Christ Church at 150
Time capsules have long fascinated me. The notion that one
could take a memento from the present -- such as a coin, clothing, book, newspaper,
or poem and bury it within a cornerstone of a building or deep underground -- with
instructions to be opened long into the future by another generation. Often, no one living when the capsule is
buried or hidden will be alive when the time capsule is scheduled to be opened.
If the founders had thought ahead and buried a time capsule,
we can only wonder what they might have added from their day?
Parish anniversaries are tricky. On one hand they clearly provide a moment and
festive occasion to look back over the past and lift up highlights, milestones,
and accomplishments. They allow us to think back decades and centuries ago and
imagine what may have been taking place in our society, culture and
church. They remind us how much
tradition and heritage shapes our living faith that seeks to straddle the
ancient and the now.
Christ Church was organized as parish in 1865, the year that
saw the assassination of Abraham Lincoln, a famed visitor to Exeter, and the
end of the tragic Civil War.
Some influences that formed the focus of life and ministry
at Christ Church over these 150 years have clearly shifted. A congregation born from an initial purpose
to minister to students and teachers at Phillips Exeter Academy has to adapt to
new times. The students of the Academy are not the primary focus of our
ministry today. Compulsory church attendance was lifted decades ago. Fifty
years ago we relocated from the shadow of the Academy to our current location
on Pine Street.
Exeter High School, for years only a few hundred yards from
the church -- allowing students to wander over to our classrooms afterschool –
moved across town ten years ago.
We know all too well that the centrality of the Sunday Sabbath
in American life is no more. Young families and their children and teens juggle
a myriad of choices and demands.
RiverWoods, co-founded by Christ Church member Rosemary
Coffin, is a reminder that Exeter and the Seacoast has become a destination for
retirees.
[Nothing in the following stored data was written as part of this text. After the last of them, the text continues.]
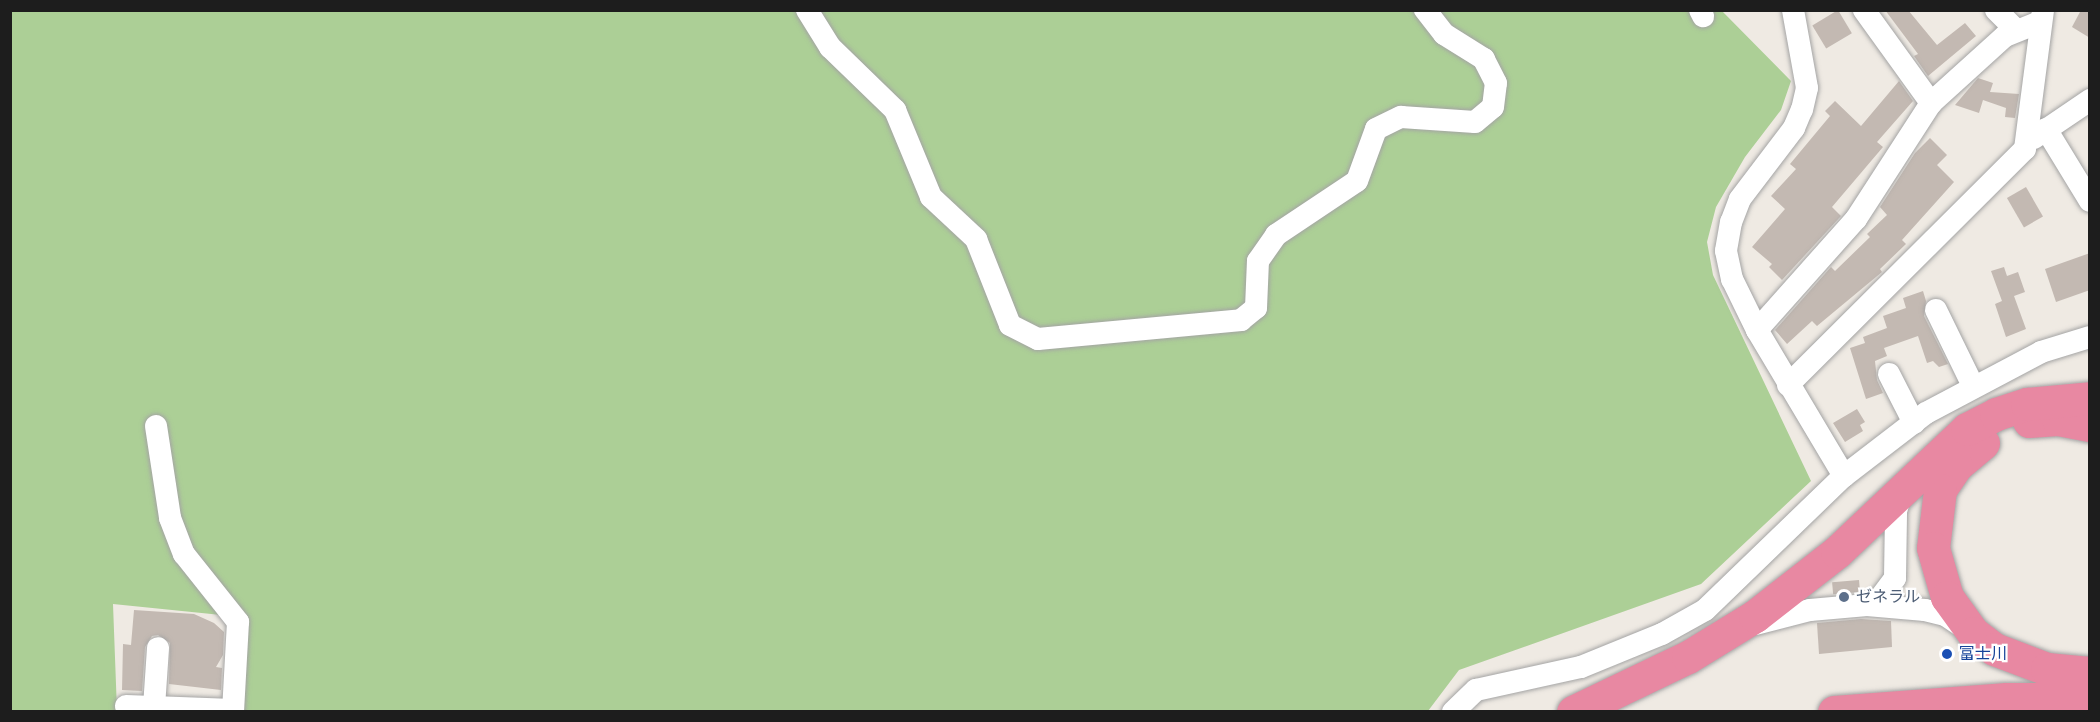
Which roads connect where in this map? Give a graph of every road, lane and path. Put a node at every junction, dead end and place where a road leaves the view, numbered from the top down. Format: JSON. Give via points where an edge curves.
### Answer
{"nodes":[{"id":1,"x":807,"y":10,"type":"edge"},
{"id":2,"x":1425,"y":10,"type":"edge"},
{"id":3,"x":1793,"y":10,"type":"edge"},
{"id":4,"x":1864,"y":10,"type":"edge"},
{"id":5,"x":1996,"y":10,"type":"edge"},
{"id":6,"x":2042,"y":16,"type":"edge"},
{"id":7,"x":2016,"y":30,"type":"junction"},
{"id":8,"x":2090,"y":100,"type":"edge"},
{"id":9,"x":1931,"y":103,"type":"junction"},
{"id":10,"x":2046,"y":129,"type":"junction"},
{"id":11,"x":2025,"y":143,"type":"junction"},
{"id":12,"x":2090,"y":201,"type":"edge"},
{"id":13,"x":1936,"y":310,"type":"dead end"},
{"id":14,"x":1757,"y":330,"type":"junction"},
{"id":15,"x":2090,"y":337,"type":"edge"},
{"id":16,"x":1889,"y":374,"type":"dead end"},
{"id":17,"x":1788,"y":385,"type":"junction"},
{"id":18,"x":1973,"y":386,"type":"junction"},
{"id":19,"x":2090,"y":398,"type":"edge"},
{"id":20,"x":1914,"y":423,"type":"junction"},
{"id":21,"x":2090,"y":425,"type":"edge"},
{"id":22,"x":156,"y":426,"type":"dead end"},
{"id":23,"x":1844,"y":476,"type":"junction"},
{"id":24,"x":1903,"y":488,"type":"junction"},
{"id":25,"x":1867,"y":605,"type":"junction"},
{"id":26,"x":1973,"y":633,"type":"junction"},
{"id":27,"x":1725,"y":634,"type":"junction"},
{"id":28,"x":158,"y":648,"type":"dead end"},
{"id":29,"x":2090,"y":673,"type":"edge"},
{"id":30,"x":2090,"y":699,"type":"edge"},
{"id":31,"x":126,"y":706,"type":"dead end"},
{"id":32,"x":154,"y":707,"type":"junction"},
{"id":33,"x":233,"y":711,"type":"edge"},
{"id":34,"x":1453,"y":711,"type":"edge"},
{"id":35,"x":1574,"y":711,"type":"edge"},
{"id":36,"x":1834,"y":711,"type":"edge"}],
"edges":[{"from":1,"to":2,"type":"street","via":[[830,47],[895,110],[931,197],[976,239],[1010,325],[1038,339],[1241,320],[1256,308],[1258,261],[1276,235],[1357,181],[1376,129],[1401,117],[1475,122],[1493,107],[1496,83],[1484,59],[1444,34]]},
{"from":3,"to":14,"type":"street","via":[[1807,88],[1802,109],[1794,128],[1740,200],[1726,250],[1732,279]]},
{"from":4,"to":9,"type":"street"},
{"from":5,"to":7,"type":"street"},
{"from":6,"to":7,"type":"street"},
{"from":6,"to":11,"type":"street"},
{"from":7,"to":9,"type":"street"},
{"from":8,"to":10,"type":"street"},
{"from":9,"to":14,"type":"street","via":[[1856,219]]},
{"from":10,"to":11,"type":"street"},
{"from":10,"to":12,"type":"street"},
{"from":11,"to":17,"type":"street","via":[[2016,160]]},
{"from":13,"to":18,"type":"street"},
{"from":14,"to":17,"type":"street"},
{"from":15,"to":18,"type":"street","via":[[2041,352]]},
{"from":16,"to":20,"type":"street"},
{"from":17,"to":23,"type":"street"},
{"from":18,"to":20,"type":"street"},
{"from":19,"to":24,"type":"highway","via":[[2027,404],[1996,414],[1966,429]]},
{"from":20,"to":23,"type":"street"},
{"from":21,"to":26,"type":"highway","via":[[2058,419],[2028,422],[1999,431],[1956,466],[1940,490],[1933,529],[1938,573],[1952,607]]},
{"from":22,"to":33,"type":"street","via":[[170,518],[184,554],[238,622]]},
{"from":23,"to":34,"type":"street","via":[[1705,610],[1662,634],[1581,667],[1476,690]]},
{"from":24,"to":25,"type":"street","via":[[1897,501],[1895,578],[1889,590]]},
{"from":24,"to":27,"type":"highway","via":[[1837,552]]},
{"from":25,"to":26,"type":"street","via":[[1935,613]]},
{"from":25,"to":27,"type":"street","via":[[1810,610]]},
{"from":26,"to":29,"type":"highway","via":[[2020,660],[2047,669]]},
{"from":27,"to":35,"type":"highway","via":[[1688,657]]},
{"from":28,"to":32,"type":"street"},
{"from":30,"to":36,"type":"highway","via":[[2007,699]]},
{"from":31,"to":32,"type":"street"},
{"from":32,"to":33,"type":"street"}]}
We are blessed by the diversity of generations and experiences as we
gather each week.
I would include pictures – paper and digital of course – of
the faces of those who call Christ Church home.
v A picture
drawn from a child at Sunday School
v A quilt
or a healing shawl crafted as a sacrament of caring for another
v A menu
from a meal prepared for our overnight guests with Seacoast Family Promise
v A souvenir
from one of recent mission trips to Cuba
v A copy
of the expansive list of names used by our Healing Team uses to pray each week for
the sick and those in need of God’s grace
v An
initial working sketch of a rendering of a possible new Parish Hall, as a way
to convey that we too are people imaging a time beyond the life cycle of our
buildings
v A recording
of our congregation singing a treasured hymn at our fullest and most thankful
v A
copy of the Exeter News-Letter and
the Boston Globe from this day
v Finally
I would include a list of those households that call Christ Church their
spiritual home.
That would be my list. What would you include?
The test of anniversary celebrations is not merely look
behind up and mark past achievements and milestones. They must also be about
today and tomorrow. They must say something about who and whose we are. We are
people of the Resurrection after all. People of the Way. People on a journey.
May we give thanks for our founders, pillars, forgotten
faithful, children, teens, empty nesters and elders. We honor our lay leaders, our clergy and the
bishops who encouraged and guided our work through these 150 years.
And may God in Jesus Christ continue to shape and inspire us.